Dissociating neuronal signatures of spatial attention and behavioural state in the primary vibrissal cortex of mice

The prioritisation and selective processing of information is imperative to survival. One form of prioritisation, known as spatial attention, allows an animal to selectively process sensory input based on its location. While spatial attention is known to produce changes in neuronal activity, as early as the primary sensory cortex, it is unclear whether phasic changes induced by selective spatial attention differ from those observed with non-selective fluctuations in behavioural states such as arousal. To study attention, the rodent whisker system represents a structurally elegant, and functionally efficient alternative to the often-studied primate visual system. Here, we implemented a novel, ecologically relevant paradigm to incorporate spatial attention in a whisker vibration detection task in mice. We demonstrated that mice (n=11) exhibit spatially selective evidence accumulation behaviour within their responses to single vibration stimuli, across their responses to tens of stimuli, and throughout each day of training. To dissociate the neuronal signatures of spatial attention from those of spatially non-specific behavioural state, we recorded 1461 responsive units in the primary vibrissal cortex (vS1) as mice engaged in the detection task.
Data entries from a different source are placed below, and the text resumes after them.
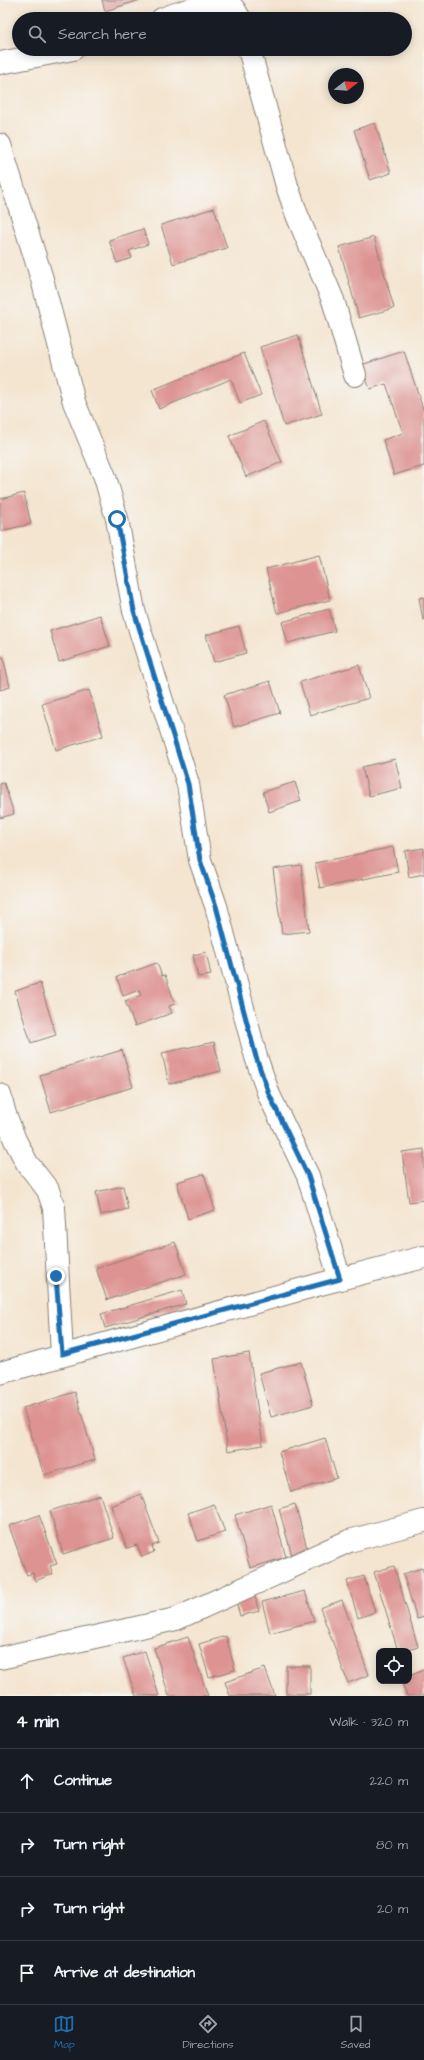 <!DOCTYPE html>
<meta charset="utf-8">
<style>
body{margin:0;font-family:"Architects Daughter",sans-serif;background:#20242c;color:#f1f3f6}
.controls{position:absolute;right:12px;bottom:12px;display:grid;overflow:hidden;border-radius:8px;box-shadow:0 2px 10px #0003}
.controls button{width:36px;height:36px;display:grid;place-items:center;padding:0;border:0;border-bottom:1px solid #363941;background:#171b24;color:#f1f3f6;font:20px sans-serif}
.compass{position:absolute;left:328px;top:68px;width:36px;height:36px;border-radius:50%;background:#171b24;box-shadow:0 2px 10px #0003;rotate:73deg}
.stop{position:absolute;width:12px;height:12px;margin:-9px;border:3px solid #1f6fb2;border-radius:50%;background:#fff}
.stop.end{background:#1f6fb2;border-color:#fff;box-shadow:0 1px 4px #0008}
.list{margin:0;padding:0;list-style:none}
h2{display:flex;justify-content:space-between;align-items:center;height:52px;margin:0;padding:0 16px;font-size:17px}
h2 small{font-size:13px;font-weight:400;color:#9ea1a6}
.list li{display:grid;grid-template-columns:26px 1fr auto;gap:12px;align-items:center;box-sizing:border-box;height:64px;padding:0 16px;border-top:1px solid #363941}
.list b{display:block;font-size:15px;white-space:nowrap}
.list em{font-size:13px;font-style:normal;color:#9ea1a6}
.icon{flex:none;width:22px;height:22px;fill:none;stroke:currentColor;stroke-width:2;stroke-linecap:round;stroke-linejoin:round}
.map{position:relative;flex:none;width:424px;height:1696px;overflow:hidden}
.search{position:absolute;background:#171b24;box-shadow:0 2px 10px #0003;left:12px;right:12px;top:12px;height:44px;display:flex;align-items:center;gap:10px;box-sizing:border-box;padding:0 14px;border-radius:22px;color:#9ea1a6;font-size:15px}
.sheet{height:308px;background:#171b24}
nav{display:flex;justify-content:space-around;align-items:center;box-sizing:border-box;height:56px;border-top:1px solid #363941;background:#171b24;font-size:11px;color:#9ea1a6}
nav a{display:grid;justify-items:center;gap:2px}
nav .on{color:#1f6fb2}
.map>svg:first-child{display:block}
</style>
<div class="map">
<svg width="424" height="1696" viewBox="0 0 424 1696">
<rect width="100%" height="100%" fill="#f6f6f2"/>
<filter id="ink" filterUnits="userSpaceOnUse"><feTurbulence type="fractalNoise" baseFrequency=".025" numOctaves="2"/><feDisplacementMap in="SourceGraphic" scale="8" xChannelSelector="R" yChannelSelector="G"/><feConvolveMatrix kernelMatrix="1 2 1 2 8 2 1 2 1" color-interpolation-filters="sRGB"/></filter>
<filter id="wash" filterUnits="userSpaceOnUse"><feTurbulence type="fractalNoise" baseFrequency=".012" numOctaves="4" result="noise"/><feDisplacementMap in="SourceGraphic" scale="16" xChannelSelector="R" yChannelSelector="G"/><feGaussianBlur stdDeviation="0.9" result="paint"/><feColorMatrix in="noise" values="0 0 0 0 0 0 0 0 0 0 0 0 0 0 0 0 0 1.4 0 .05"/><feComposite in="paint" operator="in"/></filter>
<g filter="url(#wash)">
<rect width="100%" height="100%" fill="#f4e5d0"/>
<g id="blocks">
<g fill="#dd9391">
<polygon points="102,0 140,0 105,11"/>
<polygon points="375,123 391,173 370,180 354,130"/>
<polygon points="214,208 227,248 173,264 161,225"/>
<polygon points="143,229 148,244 129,251 132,258 117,263 109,240"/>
<polygon points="374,237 394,308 359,318 339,247"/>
<polygon points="298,335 322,414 284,426 260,347"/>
<polygon points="404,351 424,412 424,466 394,475 383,440 403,433 386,384 370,389 361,365"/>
<polygon points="244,353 261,395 240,403 231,379 159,409 152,390"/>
<polygon points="264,421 282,462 246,477 229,436"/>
<polygon points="24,493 31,524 0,531 0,499"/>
<polygon points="319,555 330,600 277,613 266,569"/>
<polygon points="424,597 424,620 423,620 419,598"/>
<polygon points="329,609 335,631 288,643 282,622"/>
<polygon points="100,615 110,646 59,662 50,631"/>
<polygon points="239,626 246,653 214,662 206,635"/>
<polygon points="0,657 3,657 10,687 0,690"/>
<polygon points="359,665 369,698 310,715 300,682"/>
<polygon points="270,681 280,713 234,727 224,695"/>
<polygon points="89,690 103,736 56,750 42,704"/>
<polygon points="395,759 402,788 369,796 362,767"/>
<polygon points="295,782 301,801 269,812 263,792"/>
<polygon points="4,783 14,814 0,818 0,784"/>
<polygon points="393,847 398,872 320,888 315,863"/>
<polygon points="424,848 424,874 409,877 405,851"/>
<polygon points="301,865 309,931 282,934 273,869"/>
<polygon points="206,952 211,975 198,977 193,955"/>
<polygon points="157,963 162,976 165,975 175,1004 169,1006 172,1013 135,1026 125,1001 141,995 139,990 123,996 117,977"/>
<polygon points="40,983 56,1035 31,1043 15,991"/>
<polygon points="214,1042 221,1071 169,1084 162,1053"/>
<polygon points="122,1050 133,1087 51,1112 40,1075"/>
<polygon points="424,1149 424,1200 409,1202 402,1152"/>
<polygon points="204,1174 215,1210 188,1219 177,1182"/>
<polygon points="123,1186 128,1209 101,1215 96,1192"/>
<polygon points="175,1242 186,1274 107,1300 96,1268"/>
<polygon points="182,1290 186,1304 105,1328 101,1314"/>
<polygon points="249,1353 263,1445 228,1451 214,1359"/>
<polygon points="301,1362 313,1405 271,1417 259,1373"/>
<polygon points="75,1392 95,1460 44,1475 23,1408"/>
<polygon points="325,1438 337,1478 291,1492 279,1452"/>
<polygon points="141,1494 159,1543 152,1546 154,1552 142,1557 137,1545 127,1548 111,1506"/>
<polygon points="100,1495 114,1538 63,1554 50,1511"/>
<polygon points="214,1504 225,1532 198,1541 188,1513"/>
<polygon points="271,1504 286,1557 250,1568 235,1515"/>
<polygon points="295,1504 309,1555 293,1559 279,1509"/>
<polygon points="39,1515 57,1564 50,1566 53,1574 35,1581 33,1573 27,1575 9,1526"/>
<polygon points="394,1566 418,1647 406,1651 398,1651 374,1572"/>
<polygon points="422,1568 424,1574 424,1617 417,1619 403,1574"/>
<polygon points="364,1576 375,1612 358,1618 347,1581"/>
<polygon points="305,1591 314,1621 270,1633 262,1602"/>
<polygon points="254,1593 259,1611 240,1616 235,1598"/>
<polygon points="342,1600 369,1675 348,1683 320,1608"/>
<polygon points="226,1636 235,1670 209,1677 199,1644"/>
<polygon points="188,1637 208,1696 169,1696 154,1648"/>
<polygon points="145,1651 159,1696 136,1696 123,1658"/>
<rect x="286" y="1666" width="24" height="28"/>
<polygon points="265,1668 275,1696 230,1696 225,1682"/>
<polygon points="424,1670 424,1696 407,1696 401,1681 409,1681 409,1676"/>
</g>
</g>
</g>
<g filter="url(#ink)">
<use href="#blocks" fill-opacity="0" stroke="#888076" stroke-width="1"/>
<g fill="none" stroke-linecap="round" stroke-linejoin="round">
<g stroke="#888076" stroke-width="24">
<g id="minor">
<path d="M 162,19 C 179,12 218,0 233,8 C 236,11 238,16 240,19"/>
<polyline points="249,49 287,186 297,215 333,300 355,375"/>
<polyline points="0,63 73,49"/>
<polyline points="0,145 42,279 74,402 105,477 117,519 134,611 188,784 200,860 216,906 256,1057 269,1095 308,1176 340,1279"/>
<polyline points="0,1095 5,1114 15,1140 27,1163 48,1190 54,1208 62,1354"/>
<polyline points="0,1373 317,1285 424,1257"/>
<polyline points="0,1658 176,1619 349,1541 424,1521"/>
</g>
</g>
<use href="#minor" stroke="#fff" stroke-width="22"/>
</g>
</g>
<g fill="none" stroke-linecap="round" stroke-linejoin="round" filter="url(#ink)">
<polyline stroke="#1f6fb2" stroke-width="5" points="56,1276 62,1354 340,1279 308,1176 269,1094 256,1057 216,906 200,860 188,784 134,611 117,519"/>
</g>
</svg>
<div class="controls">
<button><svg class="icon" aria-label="locate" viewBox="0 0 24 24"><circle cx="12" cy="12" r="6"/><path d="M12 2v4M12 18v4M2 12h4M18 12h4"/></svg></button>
</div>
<svg class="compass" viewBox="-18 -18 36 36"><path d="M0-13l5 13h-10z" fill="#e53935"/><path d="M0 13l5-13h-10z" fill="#9ea1a6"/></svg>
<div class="stop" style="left:117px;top:519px"></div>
<div class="stop end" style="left:56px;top:1276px"></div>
<div class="search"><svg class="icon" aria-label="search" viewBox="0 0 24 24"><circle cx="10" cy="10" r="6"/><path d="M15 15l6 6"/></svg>Search here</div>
</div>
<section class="sheet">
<h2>4 min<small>Walk · 320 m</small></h2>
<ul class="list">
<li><svg class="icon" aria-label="ahead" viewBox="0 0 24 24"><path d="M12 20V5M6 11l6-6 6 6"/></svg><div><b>Continue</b></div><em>220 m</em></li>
<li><svg class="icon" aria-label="right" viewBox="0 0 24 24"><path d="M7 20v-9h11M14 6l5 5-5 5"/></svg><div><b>Turn right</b></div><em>80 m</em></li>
<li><svg class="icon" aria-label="right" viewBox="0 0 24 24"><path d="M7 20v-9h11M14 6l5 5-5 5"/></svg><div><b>Turn right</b></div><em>20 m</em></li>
<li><svg class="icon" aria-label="arrive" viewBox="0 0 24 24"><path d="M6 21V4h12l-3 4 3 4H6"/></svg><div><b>Arrive at destination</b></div></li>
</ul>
</section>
<nav>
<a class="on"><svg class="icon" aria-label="map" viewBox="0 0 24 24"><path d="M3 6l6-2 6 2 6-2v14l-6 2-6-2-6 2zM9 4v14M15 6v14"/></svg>Map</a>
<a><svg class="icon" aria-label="directions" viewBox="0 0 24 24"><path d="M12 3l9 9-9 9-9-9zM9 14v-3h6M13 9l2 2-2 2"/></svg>Directions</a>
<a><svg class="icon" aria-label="saved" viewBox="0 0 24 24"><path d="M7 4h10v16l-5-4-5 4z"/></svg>Saved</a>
</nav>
The strength of neuronal responses to vibrissal stimulation correlated significantly with spatial attention, but not with spatially non-specific behavioural state. We found that spatial attention elevates both baseline and stimulus-evoked neuronal activity, especially during a later (200-600 ms) component of stimulus-evoked responses. These results have implications for the microcircuitry of spatial attention in vS1 and value-driven attentional capture in mice.